The same people are offering Hygetropin 200iu kits with the security sticker, am i right in thinking they are fake too? Was told that the only real Hyge about in 200iu kits is Tribal tops with no security scratch off, and that Hyge do not have security stickers on their 200iu kits and also that Dr Lin Hyge does not make 200iu kits


----------



## Dezw

Go for simplexx.


----------



## Kalliste73

i used Jin in 2007 it was just amazing!!!


----------



## 3752

Dezw said:


> Go for simplexx.


loads of fakes of this around...

Jintropin has never stopped being made just stopped being exported, GenSci was heavily penalised in the worldwide drugs swoop Raw Deal a few years back and they wont break that......so the Jin will be fake (this does not mean it does not contain GH though)

there are 2 types of legit Hyge:

*Pinwheel Top Hyge* this is the original hyge comes in 200iu boxes with security sticker but with a pinwheel design.....

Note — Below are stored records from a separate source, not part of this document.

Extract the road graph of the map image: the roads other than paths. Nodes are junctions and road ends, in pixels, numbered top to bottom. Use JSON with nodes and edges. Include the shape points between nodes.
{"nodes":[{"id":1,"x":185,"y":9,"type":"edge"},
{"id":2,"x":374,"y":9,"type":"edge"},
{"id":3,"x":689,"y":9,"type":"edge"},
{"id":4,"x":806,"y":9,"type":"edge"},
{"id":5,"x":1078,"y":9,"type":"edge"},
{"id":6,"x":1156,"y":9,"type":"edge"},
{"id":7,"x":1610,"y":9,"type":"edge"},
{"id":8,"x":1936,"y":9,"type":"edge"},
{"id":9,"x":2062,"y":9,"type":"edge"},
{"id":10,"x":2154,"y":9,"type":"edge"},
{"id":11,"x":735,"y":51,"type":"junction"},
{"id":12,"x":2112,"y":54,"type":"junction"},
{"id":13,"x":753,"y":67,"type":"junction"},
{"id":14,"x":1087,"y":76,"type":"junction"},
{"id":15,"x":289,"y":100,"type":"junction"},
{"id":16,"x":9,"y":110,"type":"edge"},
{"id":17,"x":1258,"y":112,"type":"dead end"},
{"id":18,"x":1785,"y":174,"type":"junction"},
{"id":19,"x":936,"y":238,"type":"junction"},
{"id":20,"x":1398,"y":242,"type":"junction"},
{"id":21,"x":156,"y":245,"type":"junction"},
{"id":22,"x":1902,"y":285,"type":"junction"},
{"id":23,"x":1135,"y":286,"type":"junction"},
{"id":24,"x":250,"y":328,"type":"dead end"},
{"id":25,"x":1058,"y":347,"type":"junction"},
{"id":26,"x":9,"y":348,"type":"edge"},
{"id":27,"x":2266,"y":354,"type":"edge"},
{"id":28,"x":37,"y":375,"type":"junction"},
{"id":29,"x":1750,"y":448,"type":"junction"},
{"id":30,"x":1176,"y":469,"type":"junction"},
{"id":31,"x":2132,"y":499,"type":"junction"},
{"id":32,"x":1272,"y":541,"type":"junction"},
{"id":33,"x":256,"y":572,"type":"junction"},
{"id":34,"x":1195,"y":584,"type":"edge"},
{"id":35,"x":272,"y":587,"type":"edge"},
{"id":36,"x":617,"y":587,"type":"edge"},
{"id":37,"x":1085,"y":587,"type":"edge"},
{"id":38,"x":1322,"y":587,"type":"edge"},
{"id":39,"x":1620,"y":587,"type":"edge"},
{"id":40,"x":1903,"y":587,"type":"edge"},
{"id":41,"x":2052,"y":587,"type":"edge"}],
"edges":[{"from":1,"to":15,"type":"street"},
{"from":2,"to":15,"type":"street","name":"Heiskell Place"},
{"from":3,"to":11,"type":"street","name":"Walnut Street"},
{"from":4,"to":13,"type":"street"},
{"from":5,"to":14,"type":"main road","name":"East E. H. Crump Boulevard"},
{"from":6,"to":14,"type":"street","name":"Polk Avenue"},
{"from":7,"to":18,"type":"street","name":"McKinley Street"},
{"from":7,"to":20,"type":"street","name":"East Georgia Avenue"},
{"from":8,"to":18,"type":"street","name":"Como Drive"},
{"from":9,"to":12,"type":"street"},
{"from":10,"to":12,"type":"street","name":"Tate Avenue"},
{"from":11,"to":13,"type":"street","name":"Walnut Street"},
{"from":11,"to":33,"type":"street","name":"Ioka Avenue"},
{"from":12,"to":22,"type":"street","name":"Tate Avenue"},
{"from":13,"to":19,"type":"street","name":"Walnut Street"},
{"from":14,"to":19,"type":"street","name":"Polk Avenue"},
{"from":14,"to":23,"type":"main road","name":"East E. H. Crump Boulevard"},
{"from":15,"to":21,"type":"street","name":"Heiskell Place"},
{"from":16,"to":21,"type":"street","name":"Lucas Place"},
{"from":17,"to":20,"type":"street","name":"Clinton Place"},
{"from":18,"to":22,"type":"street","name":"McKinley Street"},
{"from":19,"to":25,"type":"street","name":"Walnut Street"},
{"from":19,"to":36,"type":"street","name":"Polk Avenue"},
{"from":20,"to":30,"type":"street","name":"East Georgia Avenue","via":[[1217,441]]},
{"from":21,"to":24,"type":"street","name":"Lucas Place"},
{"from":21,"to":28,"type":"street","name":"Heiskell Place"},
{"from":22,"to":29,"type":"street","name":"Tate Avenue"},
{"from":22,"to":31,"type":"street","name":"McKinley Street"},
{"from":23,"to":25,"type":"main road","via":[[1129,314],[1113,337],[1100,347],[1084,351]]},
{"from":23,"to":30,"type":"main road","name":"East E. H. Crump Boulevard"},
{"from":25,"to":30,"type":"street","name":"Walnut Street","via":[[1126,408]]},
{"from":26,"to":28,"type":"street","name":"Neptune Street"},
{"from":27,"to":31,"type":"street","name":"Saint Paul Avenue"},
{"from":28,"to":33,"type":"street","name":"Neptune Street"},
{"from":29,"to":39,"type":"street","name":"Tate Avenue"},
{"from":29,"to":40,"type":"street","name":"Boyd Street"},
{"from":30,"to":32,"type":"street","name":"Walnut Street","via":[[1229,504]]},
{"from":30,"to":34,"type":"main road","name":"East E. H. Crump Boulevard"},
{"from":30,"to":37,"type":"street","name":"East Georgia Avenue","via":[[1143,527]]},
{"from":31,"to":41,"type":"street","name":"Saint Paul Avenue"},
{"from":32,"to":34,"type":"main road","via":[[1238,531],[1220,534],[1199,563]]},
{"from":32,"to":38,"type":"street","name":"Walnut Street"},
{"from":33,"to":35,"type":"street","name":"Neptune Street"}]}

*Tribal tops Hyge* made by Dr Lin (who worked on the original version above then left hygene) as a copy of the original Hyge this comes in both 100/200iu boxes

i believe there are some fakes around but have not come across them other than the brown tops.


----------



## IC

Pscarb - is this to say that all Hyge with brown tops are fake in your opinion?


----------



## Dezw

Pscarb said:


> loads of fakes of this around...
> 
> Jintropin has never stopped being made just stopped being exported, GenSci was heavily penalised in the worldwide drugs swoop Raw Deal a few years back and they wont break that......so the Jin will be fake (this does not mean it does not contain GH though)
> 
> there are 2 types of legit Hyge:
> 
> *Pinwheel Top Hyge* this is the original hyge comes in 200iu boxes with security sticker but with a pinwheel design.....
> 
> *Tribal tops Hyge* made by Dr Lin (who worked on the original version above then left hygene) as a copy of the original Hyge this comes in both 100/200iu boxes
> 
> i believe there are some fakes around but have not come across them other than the brown tops.

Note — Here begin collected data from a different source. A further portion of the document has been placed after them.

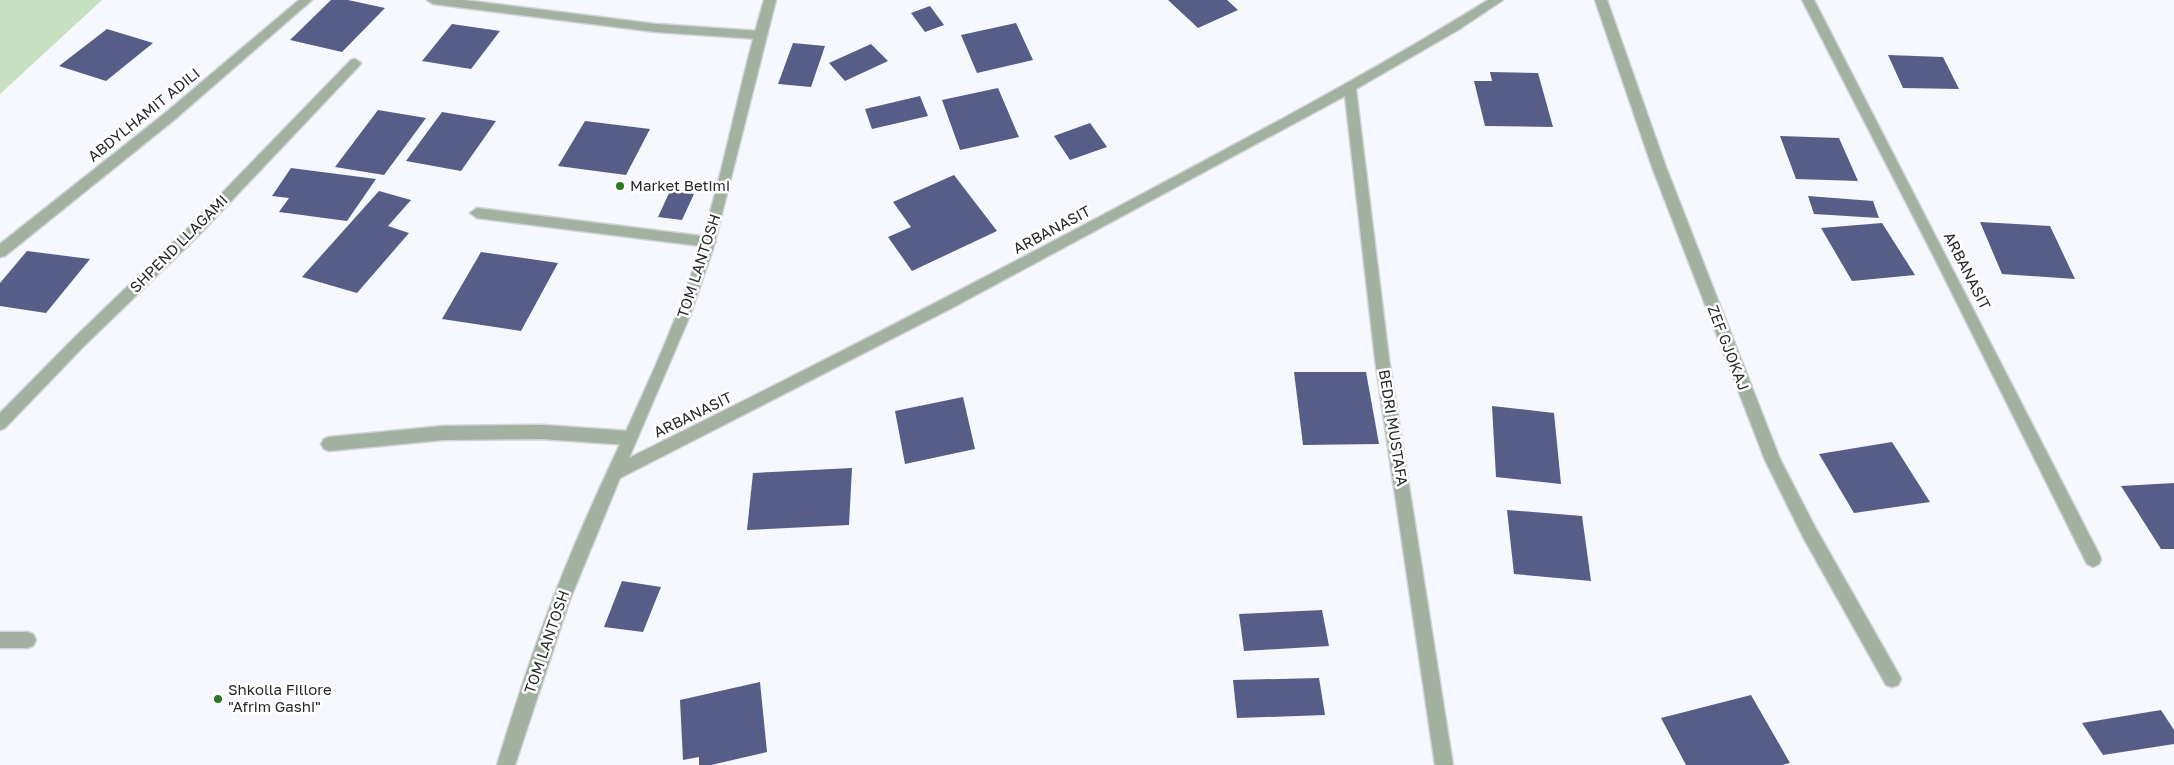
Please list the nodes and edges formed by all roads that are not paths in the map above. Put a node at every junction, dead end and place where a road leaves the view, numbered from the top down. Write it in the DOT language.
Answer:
graph roads {
  1 [pos="306,0"];
  2 [pos="433,0"];
  3 [pos="770,0"];
  4 [pos="1498,0"];
  5 [pos="1601,0"];
  6 [pos="1808,0"];
  7 [pos="759,34"];
  8 [pos="355,63"];
  9 [pos="1350,89"];
  10 [pos="477,213"];
  11 [pos="709,242"];
  12 [pos="0,252"];
  13 [pos="0,423"];
  14 [pos="629,438"];
  15 [pos="330,444"];
  16 [pos="614,472"];
  17 [pos="2093,559"];
  18 [pos="0,640"];
  19 [pos="27,640"];
  20 [pos="1892,679"];
  21 [pos="506,765"];
  22 [pos="1444,765"];
  1 -- 12 [label="street, ABDYLHAMIT ADILI"];
  2 -- 7 [label="street"];
  3 -- 7 [label="street, TOM LANTOSH"];
  4 -- 9 [label="street, ARBANASIT"];
  5 -- 20 [label="street, ZEF GJOKAJ"];
  6 -- 17 [label="street, ARBANASIT"];
  7 -- 11 [label="street, TOM LANTOSH"];
  8 -- 13 [label="street, SHPEND LLAGAMI"];
  9 -- 16 [label="street, ARBANASIT"];
  9 -- 22 [label="street, BEDRI MUSTAFA"];
  10 -- 11 [label="street"];
  11 -- 14 [label="street, TOM LANTOSH"];
  14 -- 15 [label="street"];
  14 -- 16 [label="street, TOM LANTOSH"];
  16 -- 21 [label="street, TOM LANTOSH"];
  18 -- 19 [label="street"];
}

I'm sure there are plenty of fakes mate.

The ones I have seen are definitely not.


----------



## Kalliste73

and what about "Gen-Tropin" by "Bio.Gen pharma co. LTD." ??

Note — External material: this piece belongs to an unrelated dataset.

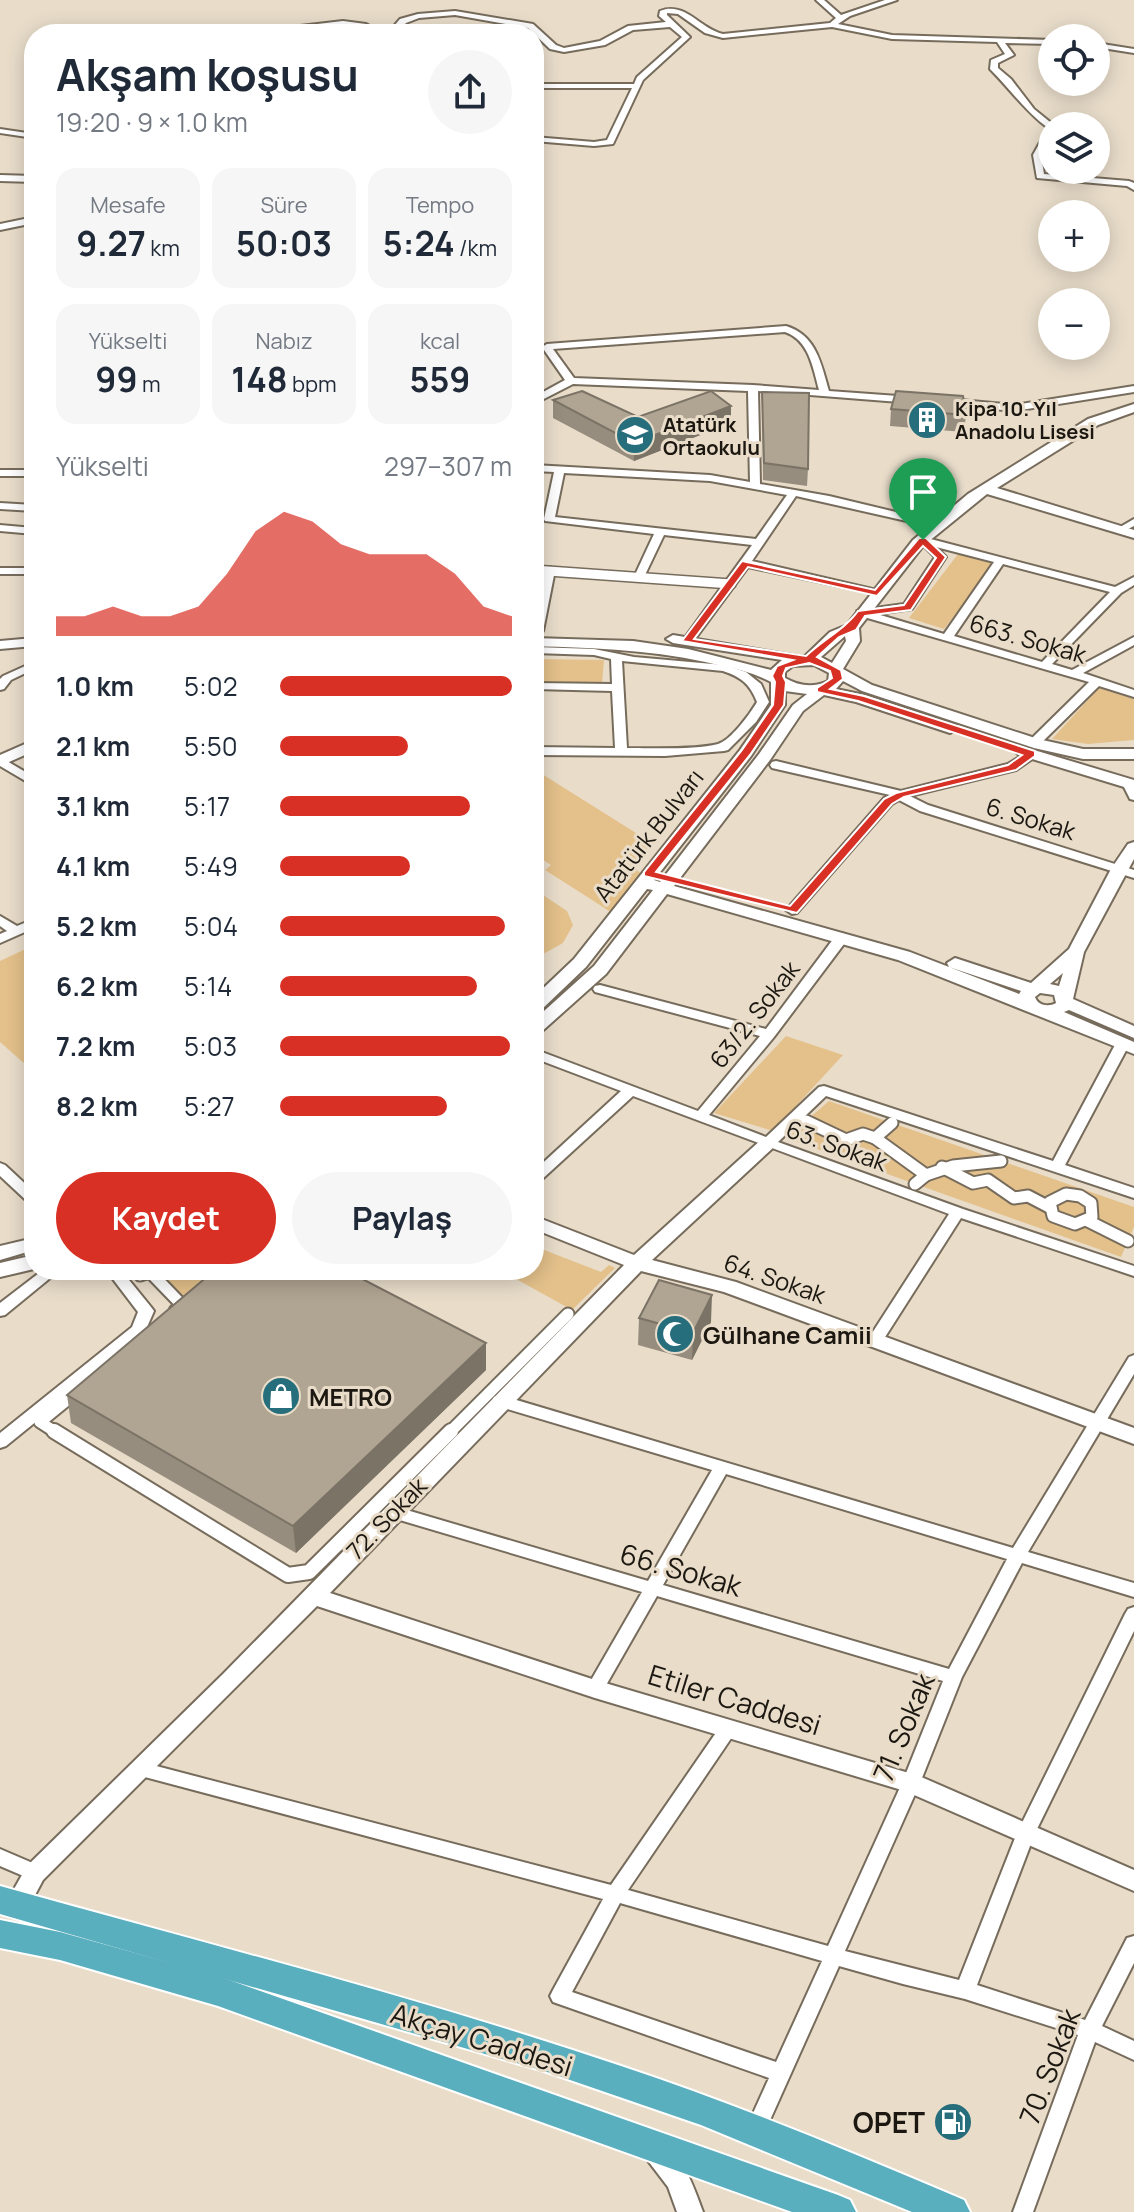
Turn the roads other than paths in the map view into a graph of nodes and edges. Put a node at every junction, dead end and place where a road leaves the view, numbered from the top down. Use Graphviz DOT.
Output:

i know it could be found around UK in pen-version (AQX) and it seems legit to me.

Pscarb? anyone?


----------



## Anthony83

Have used these cartages,wasnt impressed by them,and certainly not pharma grade IMO compared to simplexx.


----------



## 3752

IC said:


> Pscarb - is this to say that all Hyge with brown tops are fake in your opinion?


yes Hyge does not come in brown top vials



Kalliste said:


> and what about "Gen-Tropin" by "Bio.Gen pharma co. LTD." ??
> 
> i know it could be found around UK in pen-version (AQX) and it seems legit to me.
> 
> Pscarb? anyone?


these are a decent GH but not pharma on par with Hyge i would say from my experiances with both Hyge and Pharma and from what others have said, there was a guy on here trying to tell everyone it was pharma and the dogs danglies but he is the only one i have come across to say that.......so they are not crap but not pharma


----------



## Kalliste73

got it,

thanks mate ;-)



Anthony83 said:


> Have used these cartages,wasnt impressed by them,and certainly not pharma grade IMO compared to simplexx.


----------



## Kalliste73

Excellent, thank you.



Pscarb said:


> these are a decent GH but not pharma on par with Hyge i would say from my experiances with both Hyge and Pharma and from what others have said, there was a guy on here trying to tell everyone it was pharma and the dogs danglies but he is the only one i have come across to say that.......so they are not crap but not pharma


----------



## MRSTRONG

so to sum up for a newbie like me to hgh what am i looking for ?

would it be better for me to spend and go with pharma or save a few quid and go for generic crap that needs double dose ?


----------



## 3752

ewen said:


> so to sum up for a newbie like me to hgh what am i looking for ?
> 
> would it be better for me to spend and go with pharma or save a few quid and go for generic crap that needs double dose ?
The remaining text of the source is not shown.